In the entries below, find every line with the string "graph" and copy it.

● Dataset

··········

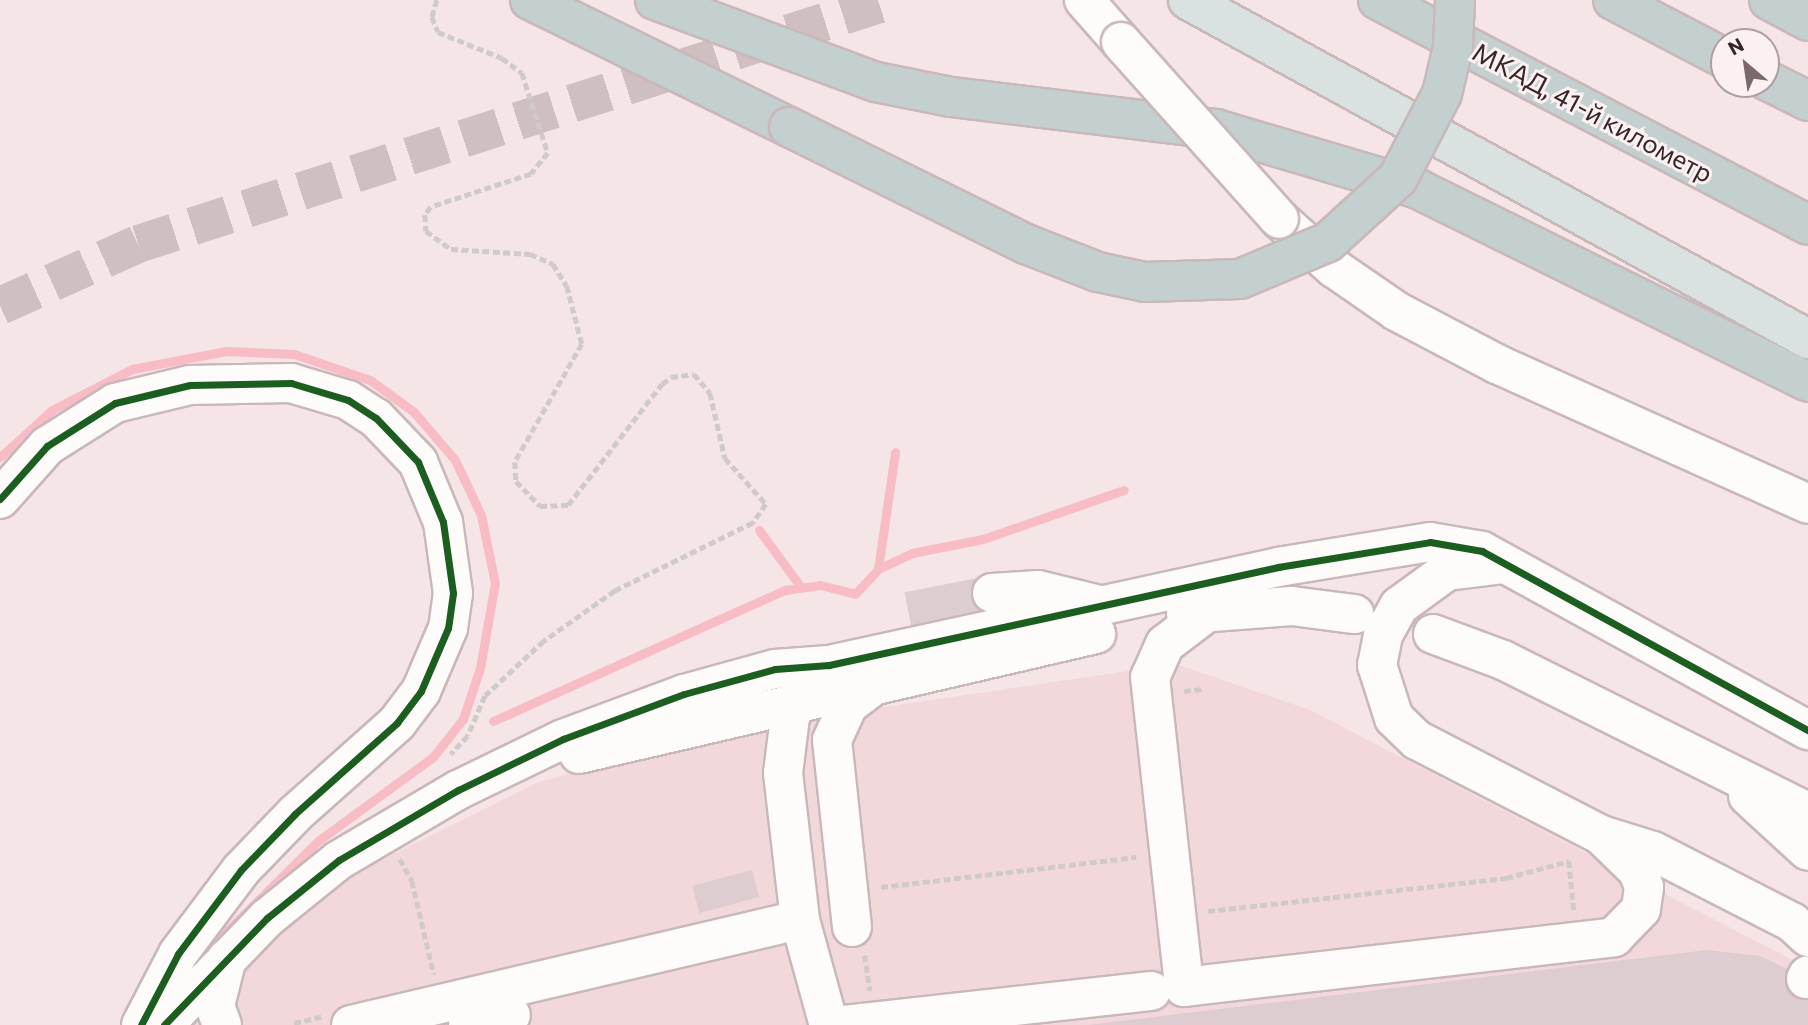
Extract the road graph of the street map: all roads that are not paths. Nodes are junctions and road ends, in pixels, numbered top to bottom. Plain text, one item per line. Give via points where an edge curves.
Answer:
1 (530, 0) edge
2 (655, 0) edge
3 (1084, 0) edge
4 (1188, 0) edge
5 (1378, 0) edge
6 (1455, 0) edge
7 (1613, 0) edge
8 (1769, 0) edge
9 (1808, 20) edge
10 (1710, 51) edge
11 (1780, 87) edge
12 (1808, 102) edge
13 (1808, 225) edge
14 (1808, 339) edge
15 (1808, 382) edge
16 (0, 499) edge
17 (1808, 504) edge
18 (1513, 565) junction
19 (992, 593) dead end
20 (1104, 606) junction
21 (1210, 610) junction
22 (1354, 614) dead end
23 (1433, 634) dead end
24 (829, 665) junction
25 (878, 683) junction
26 (794, 701) junction
27 (717, 720) junction
28 (1808, 730) edge
29 (1697, 756) junction
30 (783, 773) junction
31 (485, 777) junction
32 (1808, 812) edge
33 (1601, 835) junction
34 (1808, 851) edge
35 (800, 920) junction
36 (852, 927) dead end
37 (1808, 937) edge
38 (228, 956) junction
39 (1174, 996) junction
40 (511, 1015) dead end
41 (141, 1025) edge
42 (164, 1025) edge
43 (222, 1025) edge
44 (351, 1025) edge
45 (468, 1025) edge
46 (829, 1025) edge
47 (843, 1025) edge

1 - 6 highway, bridge via 1026,244 1098,272 1145,282 1240,279 1328,242 1398,178 1443,94 1453,47
2 - 15 highway via 876,82 951,97 1216,129 1406,185
3 - 17 street, bridge via 1279,219 1334,268 1396,311 1497,364
4 - 14 main road
5 - 13 highway, МКАД, 41-й километр
7 - 10 highway
8 - 9 highway
11 - 12 highway
16 - 41 street via 47,446 115,403 190,385 291,383 348,400 376,418 418,463 443,522 453,593 437,663 421,691 397,723 295,814 241,870 178,954
18 - 20 street via 1456,543 1410,544
18 - 28 street
18 - 33 street via 1447,571 1399,606 1379,649 1384,701 1417,740
19 - 20 street via 1038,590
20 - 24 street
21 - 22 street via 1292,606
21 - 25 street
21 - 39 street via 1165,644 1150,677 1176,915
23 - 29 street via 1503,660
24 - 26 street
24 - 31 street via 775,668 684,694 563,739
25 - 26 street
25 - 36 street via 848,705 832,740
26 - 27 street
26 - 30 street
27 - 30 street via 751,734
27 - 31 street
29 - 32 street
29 - 34 street
30 - 35 street
31 - 38 street via 395,827 307,884
33 - 37 street via 1653,850 1792,922
33 - 39 street via 1638,871 1644,898 1634,920 1614,937 1397,975
35 - 44 street
35 - 46 street
38 - 42 street
38 - 43 street via 215,1006
39 - 47 street
40 - 45 street

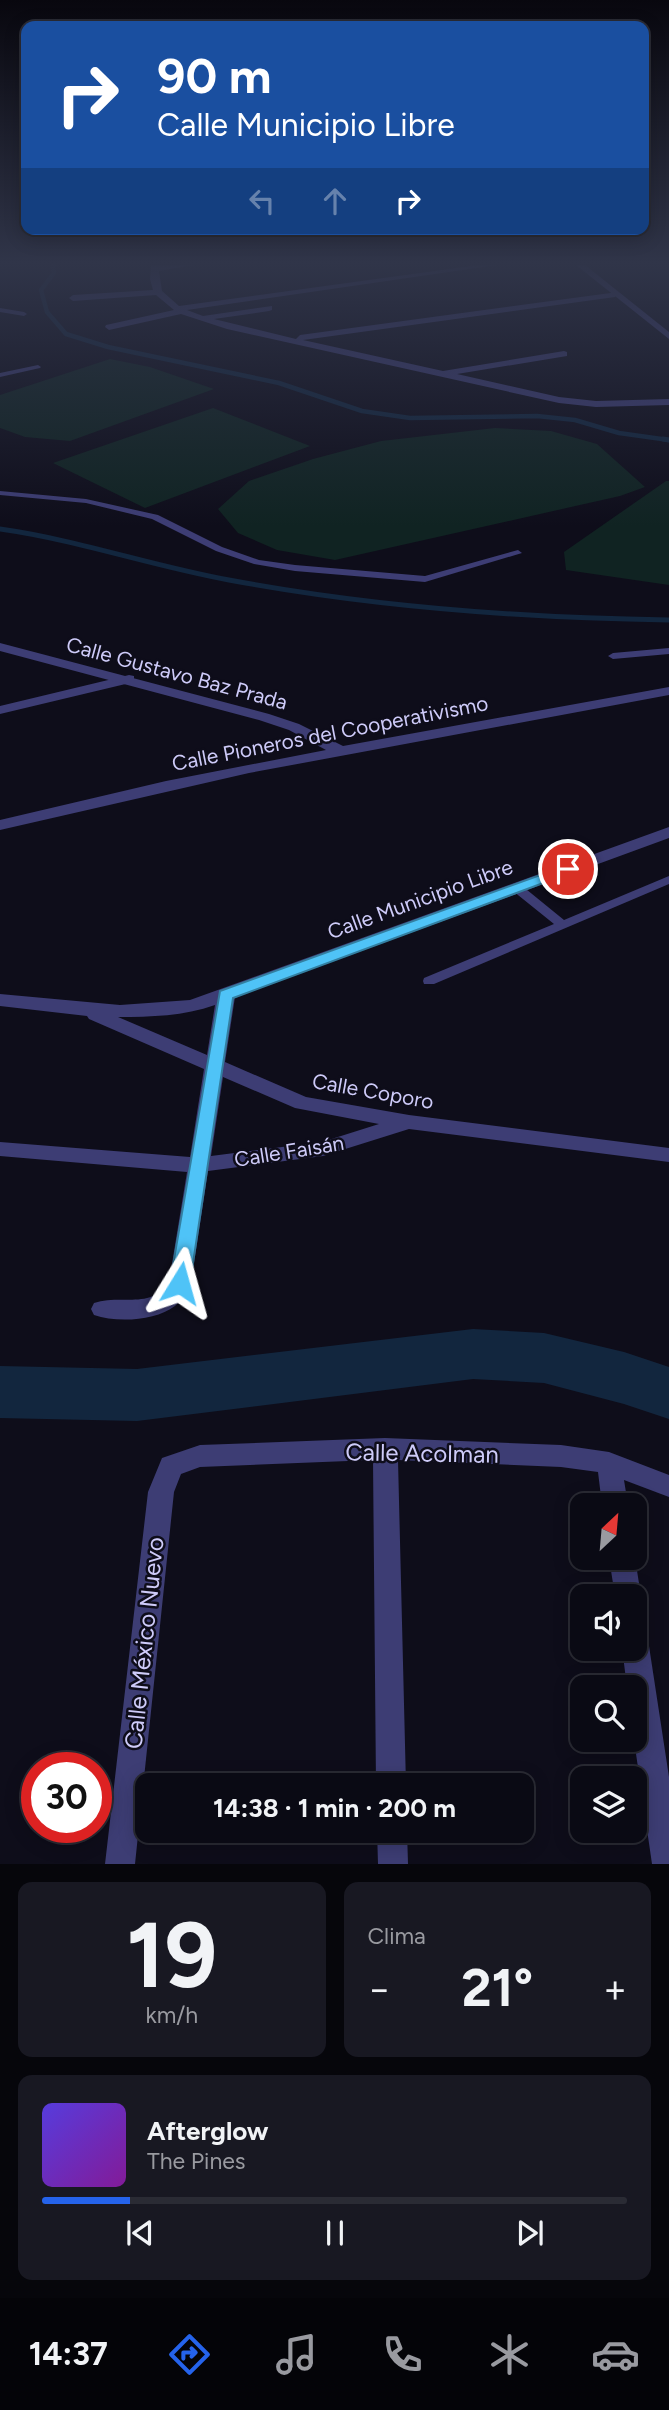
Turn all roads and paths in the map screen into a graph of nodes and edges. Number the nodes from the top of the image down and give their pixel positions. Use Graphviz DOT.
graph roads {
  1 [pos="342,352"];
  2 [pos="564,354"];
  3 [pos="38,368"];
  4 [pos="437,374"];
  5 [pos="0,375"];
  6 [pos="669,402"];
  7 [pos="0,493"];
  8 [pos="518,553"];
  9 [pos="0,647"];
  10 [pos="669,651"];
  11 [pos="612,656"];
  12 [pos="129,679"];
  13 [pos="669,691"];
  14 [pos="0,710"];
  15 [pos="338,750"];
  16 [pos="0,825"];
  17 [pos="669,832"];
  18 [pos="669,880"];
  19 [pos="517,888"];
  20 [pos="561,924"];
  21 [pos="429,981"];
  22 [pos="226,995"];
  23 [pos="0,1000"];
  24 [pos="85,1010"];
  25 [pos="213,1065"];
  26 [pos="409,1122"];
  27 [pos="0,1149"];
  28 [pos="669,1156"];
  29 [pos="197,1165"];
  30 [pos="103,1309"];
  31 [pos="385,1449"];
  32 [pos="609,1463"];
  33 [pos="171,1466"];
  34 [pos="669,1486"];
  35 [pos="613,1493"];
  36 [pos="637,1661"];
  37 [pos="391,1773"];
  38 [pos="392,1843"];
  39 [pos="120,1864"];
  40 [pos="393,1864"];
  41 [pos="667,1864"];
  1 -- 4 [label="street"];
  2 -- 4 [label="street"];
  3 -- 5 [label="lane"];
  4 -- 6 [label="street"];
  7 -- 8 [label="lane"];
  9 -- 12 [label="street, Calle Gustavo Baz Prada"];
  10 -- 11 [label="lane"];
  12 -- 14 [label="street"];
  12 -- 15 [label="street, Calle Gustavo Baz Prada"];
  13 -- 15 [label="street, Calle Pioneros del Cooperativismo"];
  15 -- 16 [label="street, Calle Pioneros del Cooperativismo"];
  17 -- 19 [label="street, Calle Municipio Libre"];
  18 -- 20 [label="lane"];
  19 -- 20 [label="lane"];
  19 -- 22 [label="street, Calle Municipio Libre"];
  20 -- 21 [label="lane"];
  22 -- 24 [label="street, Calle Coporo"];
  22 -- 25 [label="street"];
  23 -- 24 [label="street, Calle Coporo"];
  24 -- 25 [label="street, Calle Coporo"];
  25 -- 26 [label="street, Calle Coporo"];
  25 -- 29 [label="street"];
  26 -- 28 [label="street, Calle Coporo"];
  26 -- 29 [label="street, Calle Faisán"];
  27 -- 29 [label="street, Calle Faisán"];
  29 -- 30 [label="street"];
  31 -- 32 [label="street, Calle Acolman"];
  31 -- 33 [label="street, Calle Acolman"];
  31 -- 37 [label="street"];
  32 -- 34 [label="street, Calle Acolman"];
  32 -- 35 [label="street"];
  33 -- 39 [label="street, Calle México Nuevo"];
  36 -- 41 [label="street"];
  38 -- 40 [label="street"];
}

··········

● Exercise output
Extract the road graph of the street map: all roads that are not paths. Nodes are junctions and road ends, in pixels, numbered top to bottom. Plain text, one item per line. Give via points where an edge curves.
Turn all roads and paths in the map screen into a graph of nodes and edges. Number the nodes from the top of the image down and give their pixel positions. Use Graphviz DOT.
graph roads {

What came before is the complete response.